**Task brief**
Could you please find each line in the records that contains the word "ring" and copy it?

**Given data**
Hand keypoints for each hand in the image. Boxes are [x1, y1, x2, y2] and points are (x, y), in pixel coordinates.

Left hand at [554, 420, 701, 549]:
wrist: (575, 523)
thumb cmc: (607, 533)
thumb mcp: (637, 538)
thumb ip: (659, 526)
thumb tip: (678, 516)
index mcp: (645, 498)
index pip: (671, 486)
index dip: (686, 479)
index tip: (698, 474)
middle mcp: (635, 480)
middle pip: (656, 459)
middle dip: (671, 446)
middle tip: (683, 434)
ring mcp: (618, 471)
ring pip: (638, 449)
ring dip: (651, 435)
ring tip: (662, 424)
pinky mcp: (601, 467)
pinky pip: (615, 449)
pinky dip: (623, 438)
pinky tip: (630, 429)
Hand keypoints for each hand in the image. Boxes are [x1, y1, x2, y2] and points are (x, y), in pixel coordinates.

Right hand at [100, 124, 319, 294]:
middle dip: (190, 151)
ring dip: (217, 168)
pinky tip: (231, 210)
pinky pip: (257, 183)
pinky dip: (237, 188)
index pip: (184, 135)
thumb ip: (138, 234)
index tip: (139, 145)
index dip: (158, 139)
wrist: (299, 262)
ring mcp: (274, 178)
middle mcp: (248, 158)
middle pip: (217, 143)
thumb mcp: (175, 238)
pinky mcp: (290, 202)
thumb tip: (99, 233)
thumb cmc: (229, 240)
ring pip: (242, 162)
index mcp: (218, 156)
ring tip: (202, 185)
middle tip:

* * *

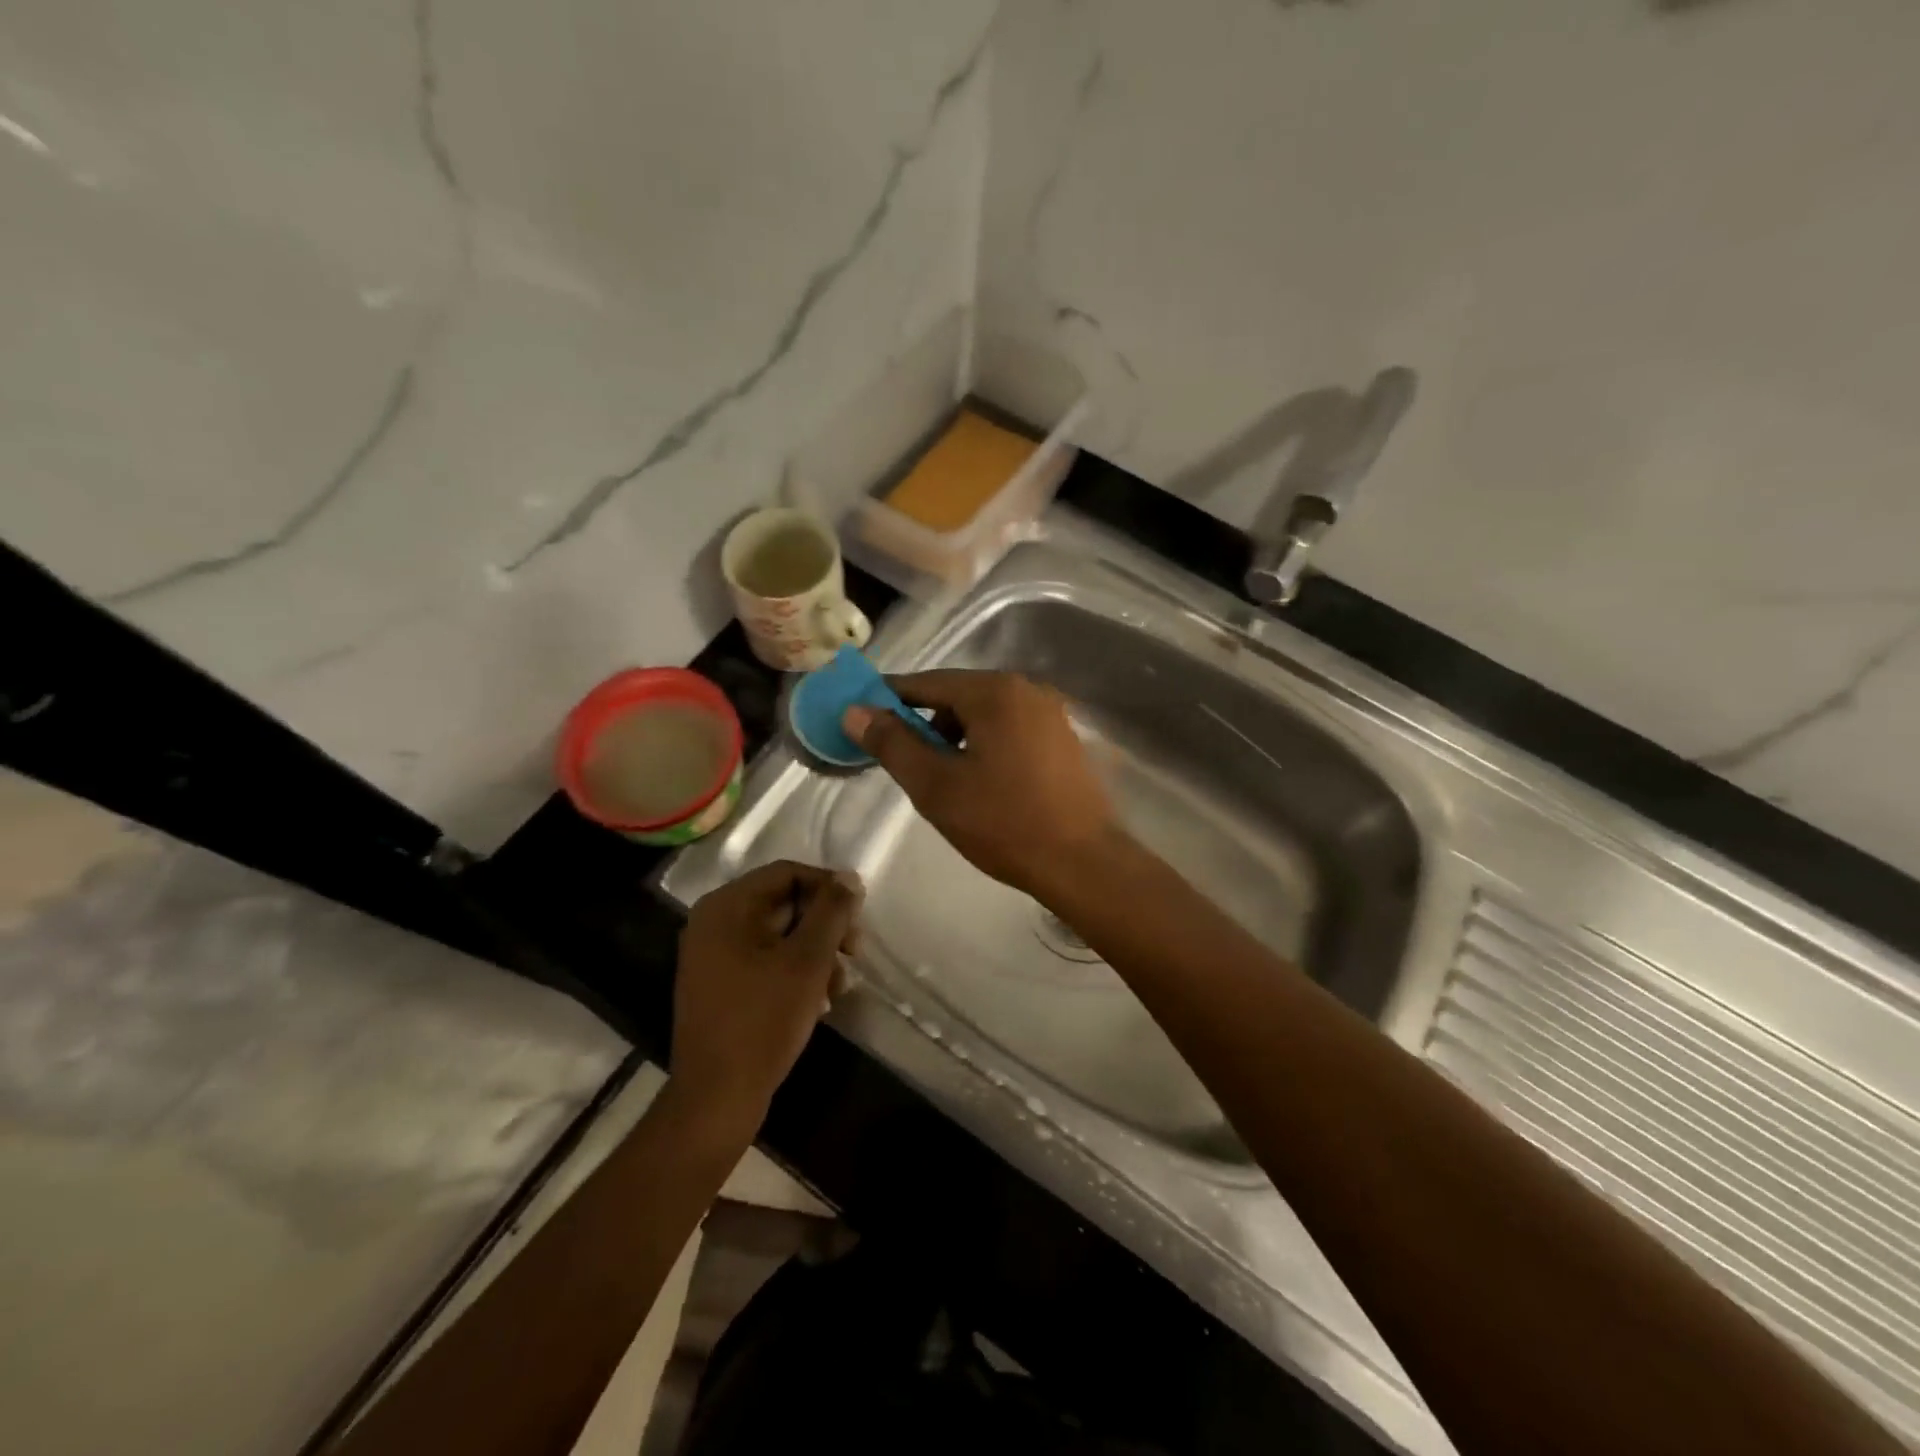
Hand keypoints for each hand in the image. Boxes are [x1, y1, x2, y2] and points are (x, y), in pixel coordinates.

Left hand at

**Exercise response**
ring mcp: (618, 471)
ring pip: (638, 449)
ring dip: (651, 435)
ring tip: (662, 424)
ring dip: (217, 168)
ring mcp: (274, 178)
ring pip: (242, 162)
ring tip: (202, 185)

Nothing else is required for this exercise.